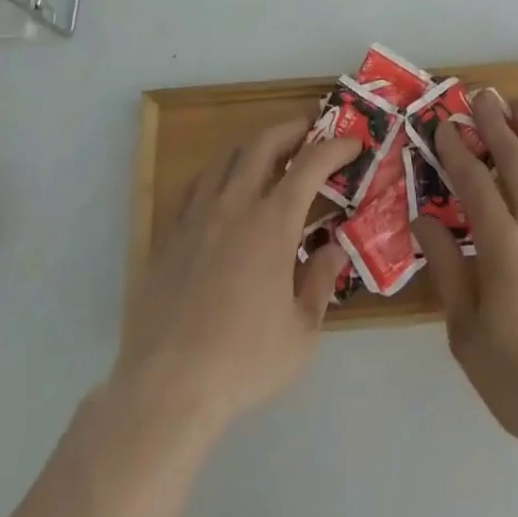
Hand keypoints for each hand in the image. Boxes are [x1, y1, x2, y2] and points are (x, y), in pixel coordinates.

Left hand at [115, 120, 360, 431]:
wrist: (166, 387)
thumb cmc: (243, 361)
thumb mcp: (301, 334)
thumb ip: (320, 283)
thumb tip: (333, 250)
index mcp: (273, 222)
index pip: (311, 164)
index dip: (335, 147)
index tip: (352, 144)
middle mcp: (235, 204)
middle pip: (264, 143)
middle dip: (292, 129)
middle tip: (310, 130)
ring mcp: (197, 215)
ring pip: (227, 157)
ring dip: (254, 146)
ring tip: (269, 154)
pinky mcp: (169, 234)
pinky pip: (197, 185)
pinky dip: (219, 174)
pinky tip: (224, 191)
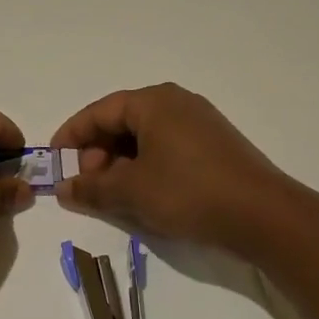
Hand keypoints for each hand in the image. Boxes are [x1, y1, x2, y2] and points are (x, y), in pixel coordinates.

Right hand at [53, 84, 285, 250]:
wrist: (264, 215)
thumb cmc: (188, 192)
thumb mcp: (131, 191)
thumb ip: (91, 187)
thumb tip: (62, 188)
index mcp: (153, 102)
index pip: (99, 112)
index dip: (72, 136)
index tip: (54, 162)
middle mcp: (176, 103)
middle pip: (122, 122)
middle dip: (97, 153)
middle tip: (88, 184)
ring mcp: (200, 122)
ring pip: (145, 137)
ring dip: (121, 163)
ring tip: (113, 194)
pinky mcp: (215, 145)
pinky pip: (167, 147)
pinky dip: (147, 166)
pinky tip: (145, 194)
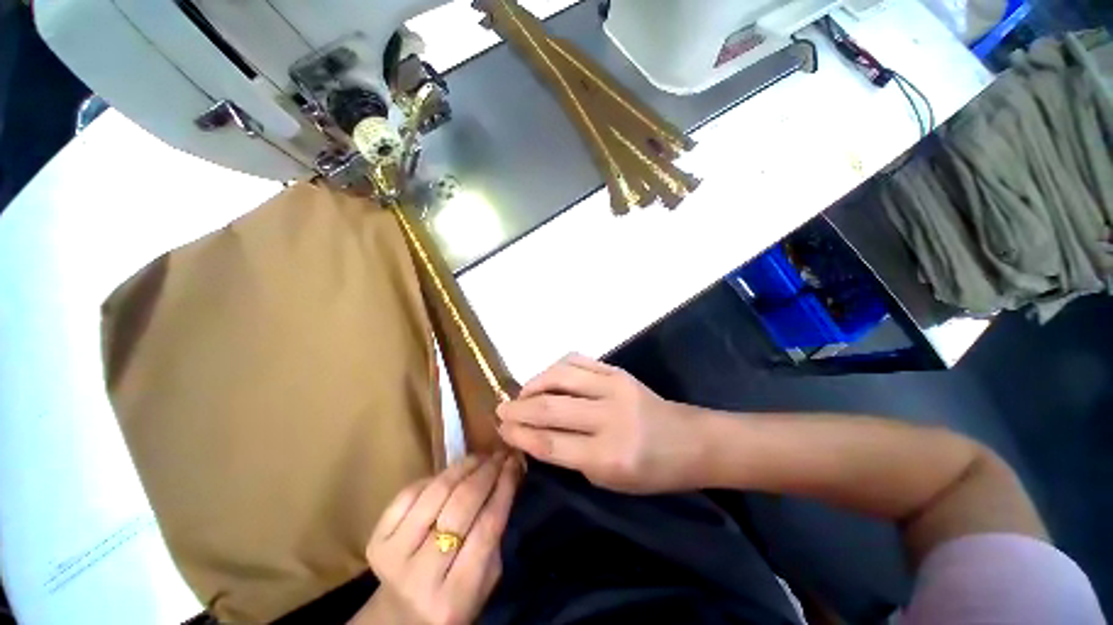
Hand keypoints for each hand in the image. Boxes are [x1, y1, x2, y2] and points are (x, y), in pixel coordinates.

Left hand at [359, 454, 520, 624]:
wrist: (399, 617)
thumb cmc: (454, 599)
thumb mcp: (486, 580)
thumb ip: (495, 536)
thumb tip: (507, 478)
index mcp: (454, 597)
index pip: (487, 528)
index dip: (504, 488)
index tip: (515, 463)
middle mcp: (420, 577)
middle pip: (460, 507)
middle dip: (486, 472)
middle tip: (500, 455)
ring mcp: (393, 555)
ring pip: (436, 493)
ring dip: (463, 467)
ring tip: (481, 457)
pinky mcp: (376, 538)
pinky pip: (410, 492)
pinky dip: (436, 476)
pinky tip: (452, 472)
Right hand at [496, 354, 706, 493]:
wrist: (688, 440)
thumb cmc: (650, 471)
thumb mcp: (609, 480)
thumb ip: (570, 456)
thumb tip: (534, 434)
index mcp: (608, 457)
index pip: (549, 442)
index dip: (519, 435)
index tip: (500, 429)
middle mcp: (609, 418)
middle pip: (550, 407)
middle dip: (518, 409)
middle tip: (500, 410)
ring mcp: (615, 387)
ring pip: (560, 377)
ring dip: (534, 384)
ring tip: (521, 394)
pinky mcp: (618, 371)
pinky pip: (578, 361)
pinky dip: (555, 368)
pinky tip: (545, 378)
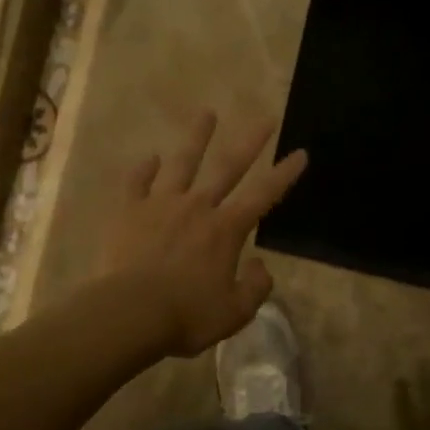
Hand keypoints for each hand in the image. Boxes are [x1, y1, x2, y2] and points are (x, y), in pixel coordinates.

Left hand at [99, 110, 307, 356]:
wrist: (129, 312)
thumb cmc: (186, 316)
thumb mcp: (234, 313)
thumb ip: (255, 288)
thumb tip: (260, 266)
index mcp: (226, 229)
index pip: (264, 195)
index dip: (284, 174)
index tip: (300, 152)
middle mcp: (197, 206)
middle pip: (228, 167)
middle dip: (250, 142)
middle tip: (265, 118)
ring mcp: (161, 204)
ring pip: (182, 163)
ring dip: (197, 138)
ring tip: (207, 114)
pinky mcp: (129, 211)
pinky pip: (137, 182)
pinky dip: (144, 169)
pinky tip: (150, 158)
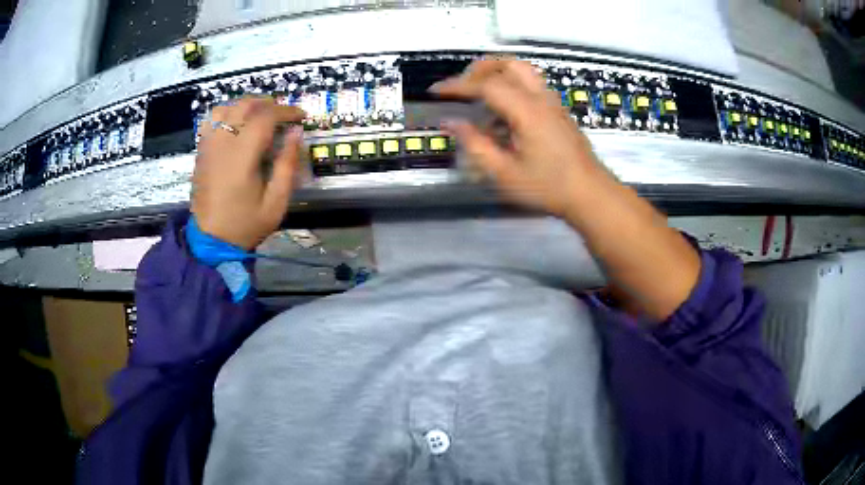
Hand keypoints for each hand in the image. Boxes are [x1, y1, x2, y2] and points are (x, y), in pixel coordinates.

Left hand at [191, 97, 305, 249]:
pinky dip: (226, 114)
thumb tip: (296, 133)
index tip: (301, 116)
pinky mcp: (201, 152)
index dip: (286, 111)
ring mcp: (208, 146)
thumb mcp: (275, 202)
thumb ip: (287, 165)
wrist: (210, 242)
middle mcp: (222, 145)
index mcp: (242, 157)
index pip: (265, 117)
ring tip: (259, 115)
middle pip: (245, 105)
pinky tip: (236, 124)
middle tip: (283, 114)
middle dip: (268, 103)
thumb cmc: (245, 225)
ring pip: (225, 108)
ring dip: (246, 105)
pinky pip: (211, 121)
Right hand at [434, 60, 700, 320]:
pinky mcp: (558, 109)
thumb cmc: (548, 187)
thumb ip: (475, 145)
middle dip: (479, 69)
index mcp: (526, 110)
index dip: (457, 85)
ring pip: (522, 70)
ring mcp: (552, 102)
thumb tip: (451, 122)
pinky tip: (503, 110)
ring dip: (497, 73)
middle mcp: (540, 98)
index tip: (436, 92)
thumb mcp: (505, 173)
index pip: (486, 85)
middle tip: (461, 87)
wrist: (590, 193)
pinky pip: (531, 84)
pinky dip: (511, 84)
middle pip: (507, 64)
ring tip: (479, 93)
____
> TASK STATEMENT: How many lines in the material contain the string "Left"? Give the number alone.

> RESULT FOR THIS TASK: 4